The proposal is published in the journal Conservation Letters.  

The idea is to limit fishing to allow more salmon to migrate to their native streams to spawn, said Chris Darimont, Raincoast scientist and a post doctoral researcher in the environmental studies department at UC Santa Cruz. 

"Taking less might mean more benefits to ecosystems and humans," Darimont said.

More spawning salmon will mean two things: greater benefits to a wide variety of wildlife that use salmon and increased economic opportunities that value salmon more alive than dead, Darimont said.

Darimont, the paper's lead author is joined by Chris Wilmers, assistant professor of environmental studies at UCSC, and researchers from the Raincoast Conservation Foundation, UC Berkeley, University of Calgary and Simon Fraser University.

Darimont explained that decades of fisheries exploitation, habitat change and other human-caused harms have had a tremendous impact on salmon and the terrestrial ecosystems where they spawn – even in protected areas.
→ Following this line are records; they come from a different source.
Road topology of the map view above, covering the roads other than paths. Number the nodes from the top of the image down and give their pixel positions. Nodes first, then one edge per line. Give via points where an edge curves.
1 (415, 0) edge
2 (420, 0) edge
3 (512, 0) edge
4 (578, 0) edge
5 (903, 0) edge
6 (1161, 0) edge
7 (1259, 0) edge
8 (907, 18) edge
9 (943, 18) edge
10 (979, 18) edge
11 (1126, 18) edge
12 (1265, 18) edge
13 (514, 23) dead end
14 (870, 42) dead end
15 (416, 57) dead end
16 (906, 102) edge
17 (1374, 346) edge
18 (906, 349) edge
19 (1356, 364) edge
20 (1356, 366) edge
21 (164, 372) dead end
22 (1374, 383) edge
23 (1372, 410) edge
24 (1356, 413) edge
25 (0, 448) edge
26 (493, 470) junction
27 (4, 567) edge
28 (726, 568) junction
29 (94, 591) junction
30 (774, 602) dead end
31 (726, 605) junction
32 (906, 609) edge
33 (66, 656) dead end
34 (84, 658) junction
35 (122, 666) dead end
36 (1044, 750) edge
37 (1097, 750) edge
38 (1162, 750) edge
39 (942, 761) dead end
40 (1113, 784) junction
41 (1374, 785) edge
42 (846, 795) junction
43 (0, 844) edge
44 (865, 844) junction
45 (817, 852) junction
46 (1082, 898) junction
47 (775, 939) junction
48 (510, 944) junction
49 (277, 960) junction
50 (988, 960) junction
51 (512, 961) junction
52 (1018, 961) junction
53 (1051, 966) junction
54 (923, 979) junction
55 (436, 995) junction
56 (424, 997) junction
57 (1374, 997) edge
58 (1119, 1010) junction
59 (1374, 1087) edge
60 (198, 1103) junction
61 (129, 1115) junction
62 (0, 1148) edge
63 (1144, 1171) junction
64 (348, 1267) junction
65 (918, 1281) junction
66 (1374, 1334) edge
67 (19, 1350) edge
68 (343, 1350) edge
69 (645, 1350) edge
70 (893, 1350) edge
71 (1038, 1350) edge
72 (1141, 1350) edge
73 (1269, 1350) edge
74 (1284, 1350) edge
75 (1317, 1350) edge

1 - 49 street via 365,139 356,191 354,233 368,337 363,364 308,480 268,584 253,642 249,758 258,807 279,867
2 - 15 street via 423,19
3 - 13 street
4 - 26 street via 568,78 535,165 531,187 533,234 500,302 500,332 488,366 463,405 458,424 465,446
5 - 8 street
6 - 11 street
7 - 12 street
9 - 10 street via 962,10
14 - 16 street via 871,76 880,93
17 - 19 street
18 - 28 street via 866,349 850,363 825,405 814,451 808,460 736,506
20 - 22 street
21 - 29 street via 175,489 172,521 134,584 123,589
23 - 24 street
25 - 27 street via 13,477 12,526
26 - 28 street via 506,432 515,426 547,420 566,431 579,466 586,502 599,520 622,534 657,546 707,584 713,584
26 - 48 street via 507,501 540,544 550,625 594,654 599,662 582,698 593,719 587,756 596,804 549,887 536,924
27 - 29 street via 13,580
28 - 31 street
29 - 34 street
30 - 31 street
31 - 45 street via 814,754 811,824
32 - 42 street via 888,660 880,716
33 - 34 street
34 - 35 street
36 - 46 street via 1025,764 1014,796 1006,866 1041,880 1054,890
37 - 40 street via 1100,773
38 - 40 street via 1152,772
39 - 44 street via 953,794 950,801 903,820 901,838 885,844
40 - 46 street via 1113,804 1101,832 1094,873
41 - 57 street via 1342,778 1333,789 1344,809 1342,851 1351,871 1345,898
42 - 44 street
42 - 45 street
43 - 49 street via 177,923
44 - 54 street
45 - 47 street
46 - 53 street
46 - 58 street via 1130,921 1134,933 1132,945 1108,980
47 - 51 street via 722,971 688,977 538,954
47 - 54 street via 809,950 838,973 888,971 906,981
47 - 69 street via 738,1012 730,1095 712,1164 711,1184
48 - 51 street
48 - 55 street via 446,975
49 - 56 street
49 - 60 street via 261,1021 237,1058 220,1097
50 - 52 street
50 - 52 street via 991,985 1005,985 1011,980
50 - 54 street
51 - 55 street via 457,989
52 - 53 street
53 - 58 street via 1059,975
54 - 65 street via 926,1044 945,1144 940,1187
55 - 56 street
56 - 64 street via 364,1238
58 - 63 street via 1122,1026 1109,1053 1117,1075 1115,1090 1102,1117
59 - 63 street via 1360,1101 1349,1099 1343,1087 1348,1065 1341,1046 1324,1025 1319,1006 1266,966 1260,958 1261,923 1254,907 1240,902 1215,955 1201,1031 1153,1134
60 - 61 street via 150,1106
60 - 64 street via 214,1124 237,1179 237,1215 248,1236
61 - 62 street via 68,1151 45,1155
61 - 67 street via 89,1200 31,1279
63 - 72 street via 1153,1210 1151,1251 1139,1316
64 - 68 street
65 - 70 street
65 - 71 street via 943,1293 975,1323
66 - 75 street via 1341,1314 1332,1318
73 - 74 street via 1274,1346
Restoring salmon to these areas would mean increased food for more than 100 species in the food web - species for which in many cases protected areas were created.  Even plants and trees along the spawning channels would see greater benefit from more of the fishy "fertilizer."

The researchers propose reductions in fishing that start with pink and chum salmon because the impact on commercial fishing wouldn't be as great as it would be with the more valuable sockeye, Chinook and coho salmon.

The authors admit that policy makers in the U.S. and Canada might regard their proposal as radical but they argue that it has the potential to yield economic and management benefits.

‘Allowing salmon to evade fishing nets has the potential to support a more diverse salmon industry," said Wilmers. "A case in point is the salmon-reliant ecotourism. Eeach year, thousands of people come to watch grizzly bears, eagles, and the salmon themselves," Wilmers said.

Researchers began with the question:  Are protected areas on land that host highly exploited salmon runs, such as state and national parks and ecological reserves, truly protected?

Darimont said the proposal is consistent with a new Canadian federal government policy – the "Wild Salmon Policy" – that explicitly recognizes that non-human users of salmon – including those on land and in fresh water streams – ought to be considered in fisheries management.